图像识别相关Python与Numpy学习备忘
Colab真是学编程的好东西,不过需要科学上网,为了方便查询我把CS231n Python Tutorial With Google Colab上的东西搬来了
基础数据类型
Numbers
x = 3
print(x, type(x))
3 <class 'int'>
print(x + 1) # Addition
print(x - 1) # Subtraction
print(x * 2) # Multiplication
print(x ** 2) # Exponentiation
4
2
6
9
x += 1
print(x)
x *= 2
print(x)
9
18
y = 2.5
print(type(y))
print(y, y + 1, y * 2, y ** 2)
<class 'float'>
2.5 3.5 5.0 6.25
⚠️ Python不支持递增(x++)或递减(x--)
Booleans
t, f = True, False
print(type(t))
<class 'bool'>
Python用英文单词来表示布尔运算符(and 表示&&, or 表示||)
print(t and f) # Logical AND;
print(t or f) # Logical OR;
print(not t) # Logical NOT;
print(t != f) # Logical XOR;
False
True
False
True
Strings
hello = 'hello' # String literals can use single quotes
world = "world" # or double quotes; it does not matter
print(hello, len(hello))
hello 5
hw = hello + ' ' + world # String concatenation
print(hw)
hello world
hw12 = '{} {} {}'.format(hello, world, 12) # string formatting
print(hw12)
hello world 12
s = "hello"
print(s.capitalize()) # Capitalize a string
print(s.upper()) # Convert a string to uppercase; prints "HELLO"

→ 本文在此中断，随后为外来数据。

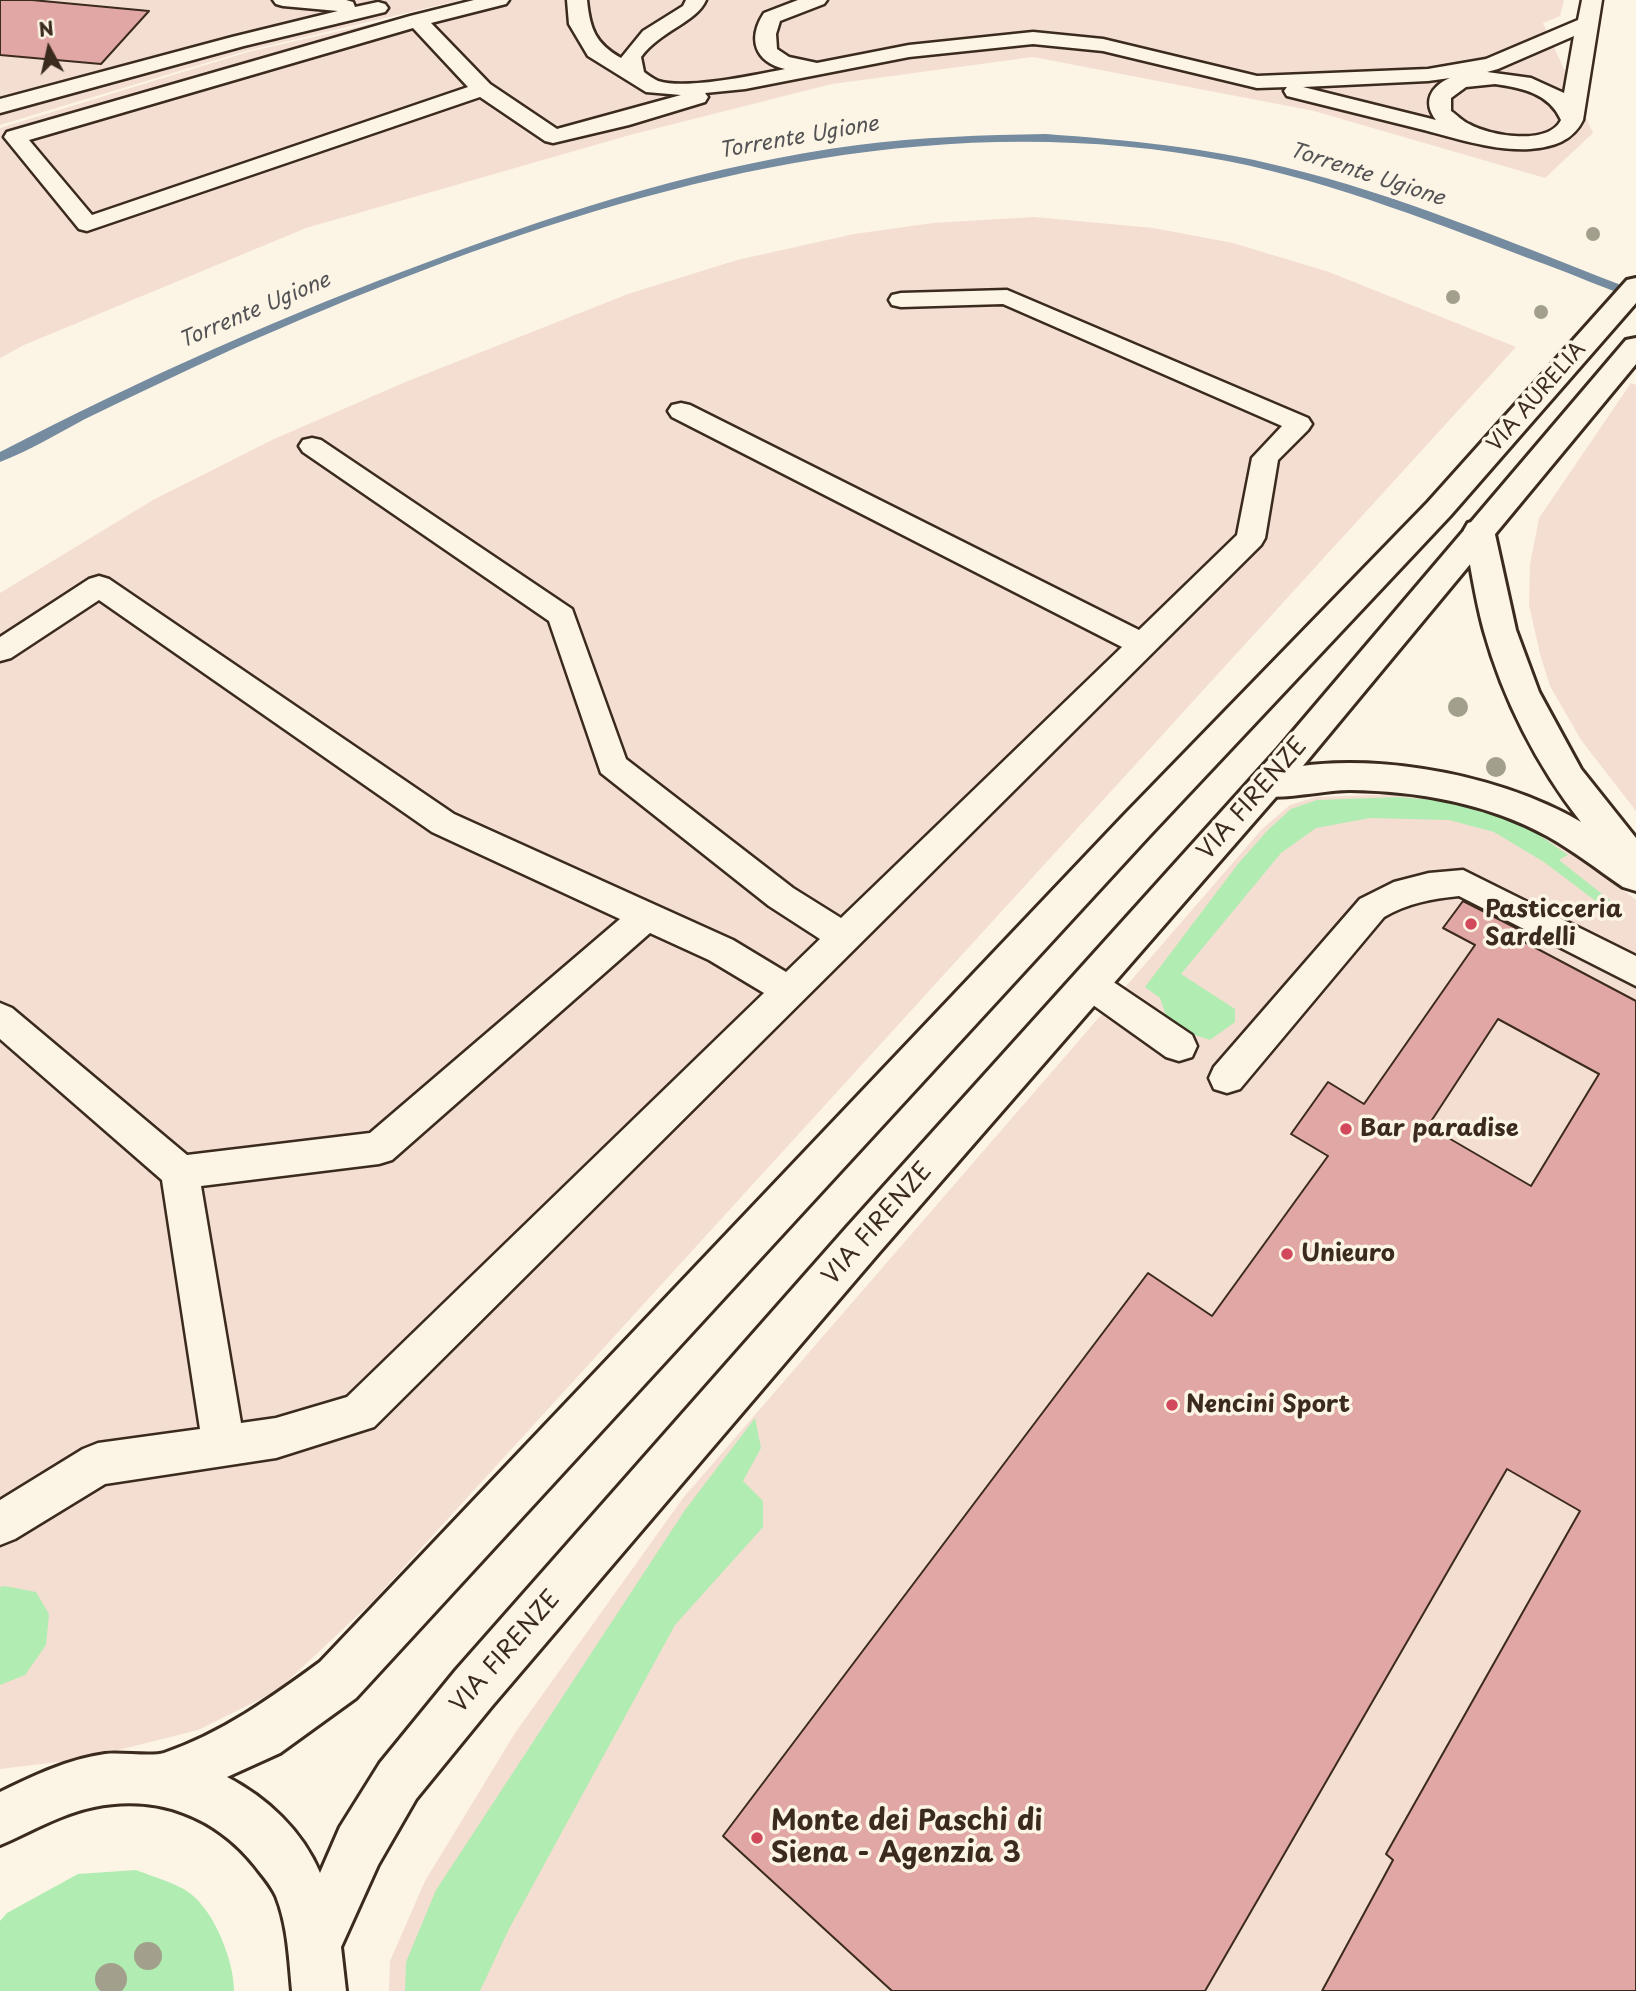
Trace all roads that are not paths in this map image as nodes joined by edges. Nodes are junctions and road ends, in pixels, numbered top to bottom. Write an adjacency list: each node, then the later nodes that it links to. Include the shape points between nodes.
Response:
1 (283, 0): 8 (lane)
2 (499, 0): 9 (lane)
3 (576, 0): 12 (lane, via 579,24 594,52)
4 (696, 0): 12 (lane, via 692,10 669,20 640,42 631,57)
5 (817, 0): 11 (lane, via 771,17 766,34 767,52 783,62)
6 (1592, 0): 10 (lane)
7 (399, 3): 8 (lane)
8 (373, 9): 16 (lane)
9 (417, 20): 15 (lane); 15 (lane, via 15,137 88,224)
10 (1587, 23): 13 (lane, via 1491,65 1428,75); 17 (lane)
11 (814, 68): 13 (lane, via 909,51 1033,38 1103,45); 14 (lane)
12 (634, 76): 14 (lane, via 654,87)
13 (1258, 82): 18 (lane)
14 (745, 83): 15 (lane, via 553,136)
15 (482, 89)
16 (0, 106)
17 (1571, 118): 18 (lane, via 1561,135 1532,144); 18 (lane, via 1559,99 1531,85 1495,78 1470,80 1450,86 1438,102 1447,120)
18 (1474, 136)
19 (1636, 286): 41 (main road, VIA AURELIA, via 1439,509 338,1680 262,1735)
20 (901, 300): 25 (lane, via 1007,297 1299,424 1265,458 1251,538)
21 (1628, 356): 24 (main road, VIA AURELIA)
22 (681, 411): 25 (lane)
23 (312, 446): 31 (lane, via 562,616 612,765 780,897)
24 (1479, 530): 27 (main road, VIA FIRENZE); 28 (main road, via 1501,631 1528,705 1560,765 1598,821)
25 (1143, 645): 31 (lane)
26 (0, 651): 30 (lane, via 99,586 443,823)
27 (1266, 785): 29 (main road, via 1358,778 1461,791 1552,822); 33 (main road, VIA FIRENZE)
28 (1636, 861)
29 (1636, 877)
30 (646, 916): 34 (lane, via 721,950); 38 (lane, via 379,1148)
31 (844, 937): 34 (lane)
32 (1636, 972): 37 (lane, via 1463,883 1417,889 1372,908)
33 (1091, 985): 36 (lane); 43 (main road, VIA FIRENZE, via 826,1283 398,1781 359,1846)
34 (789, 991): 39 (lane, via 359,1413 276,1438)
35 (0, 1018): 38 (lane)
36 (1179, 1046)
37 (1227, 1078)
38 (180, 1172): 39 (lane)
39 (224, 1446): 40 (lane, via 98,1464)
40 (0, 1524)
41 (164, 1779): 42 (main road, via 109,1779 53,1792); 43 (main road, via 218,1797 263,1831 297,1880)
42 (0, 1819)
43 (317, 1967)

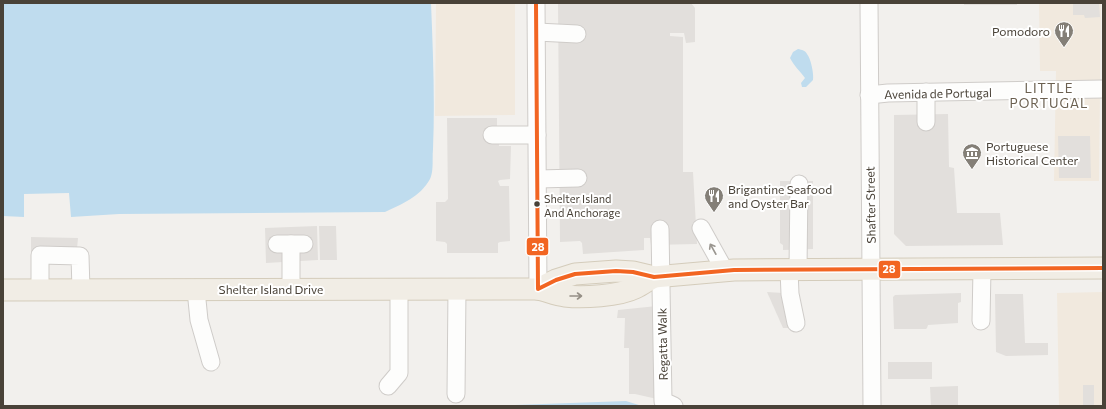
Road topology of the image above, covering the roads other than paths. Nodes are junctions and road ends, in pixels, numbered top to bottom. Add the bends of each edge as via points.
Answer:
1 (536, 3) edge
2 (869, 3) edge
3 (537, 32) junction
4 (576, 34) dead end
5 (1103, 89) edge
6 (926, 92) junction
7 (869, 94) junction
8 (926, 122) dead end
9 (492, 135) dead end
10 (537, 136) junction
11 (578, 178) dead end
12 (538, 179) junction
13 (799, 184) dead end
14 (701, 228) dead end
15 (660, 229) dead end
16 (291, 244) dead end
17 (982, 268) junction
18 (1103, 268) edge
19 (872, 269) junction
20 (794, 270) junction
21 (725, 271) junction
22 (658, 276) junction
23 (399, 289) junction
24 (457, 289) junction
25 (538, 289) junction
26 (3, 290) edge
27 (40, 290) junction
28 (81, 290) junction
29 (196, 290) junction
30 (291, 290) junction
31 (981, 321) dead end
32 (796, 323) dead end
33 (211, 362) dead end
34 (388, 386) dead end
35 (456, 394) dead end
36 (674, 406) edge
37 (872, 406) edge

1 - 3 street
2 - 7 street, Shafter Street
3 - 4 street
3 - 10 street
5 - 6 street, Avenida de Portugal
6 - 7 street, Avenida de Portugal
6 - 8 street
7 - 19 street, Shafter Street
9 - 10 street
10 - 12 street
11 - 12 street
12 - 25 street
13 - 20 street
21 -> 14 street
15 - 22 street
16 - 30 street
17 - 18 main road, Shelter Island Drive
17 - 19 main road, Shelter Island Drive
17 - 31 street
19 - 20 main road, Shelter Island Drive
19 - 37 street, Shafter Street
20 - 21 main road, Shelter Island Drive
20 - 32 street via 790,294
21 - 22 main road, Shelter Island Drive
22 - 25 main road, Shelter Island Drive via 616,271 575,274
22 - 36 street, Regatta Walk via 663,401
23 - 24 main road, Shelter Island Drive
23 - 30 main road, Shelter Island Drive
23 - 34 street via 399,373
24 - 25 main road, Shelter Island Drive
24 - 35 street
26 - 27 main road, Shelter Island Drive
27 - 28 main road, Shelter Island Drive
27 - 28 street via 40,255 80,256
28 - 29 main road, Shelter Island Drive
29 - 30 main road, Shelter Island Drive
29 - 33 street via 199,320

print(s.rjust(7)) # Right-justify a string, padding with spaces
print(s.center(7)) # Center a string, padding with spaces
print(s.replace('l', '(ell)')) # Replace all instances of one substring with another
print(' world '.strip()) # Strip leading and trailing whitespace
Hello
HELLO
hello
hello
he(ell)(ell)o
world
更多的方法在这儿 https://docs.python.org/3.7/library/stdtypes.html#string-methods
Containers
lists, dictionaries, sets. tuples
Lists
list等同于array,长度可变,可包含不同数据类型
xs = [3, 1, 2] # Create a list
print(xs, xs[2])
print(xs[-1]) # Negative indices count from the end of the list; prints "2"
[3, 1, 2] 2
2
xs[2] = 'foo' # Lists can contain elements of different types
print(xs)
[3, 1, 'foo']
xs.append('bar') # Add a new element to the end of the list
print(xs)
[3, 1, 'foo', 'bar']
x = xs.pop() # Remove and return the last element of the list
print(x, xs)
bar [3, 1, 'foo']
list更多操作在这儿:https://docs.python.org/3.7/tutorial/datastructures.html#more-on-lists
slicing
nums = list(range(5)) # range is a built-in function that creates a list of integers
print(nums) # Prints "[0, 1, 2, 3, 4]"
print(nums[2:4]) # Get a slice from index 2 to 4 (exclusive); prints "[2, 3]"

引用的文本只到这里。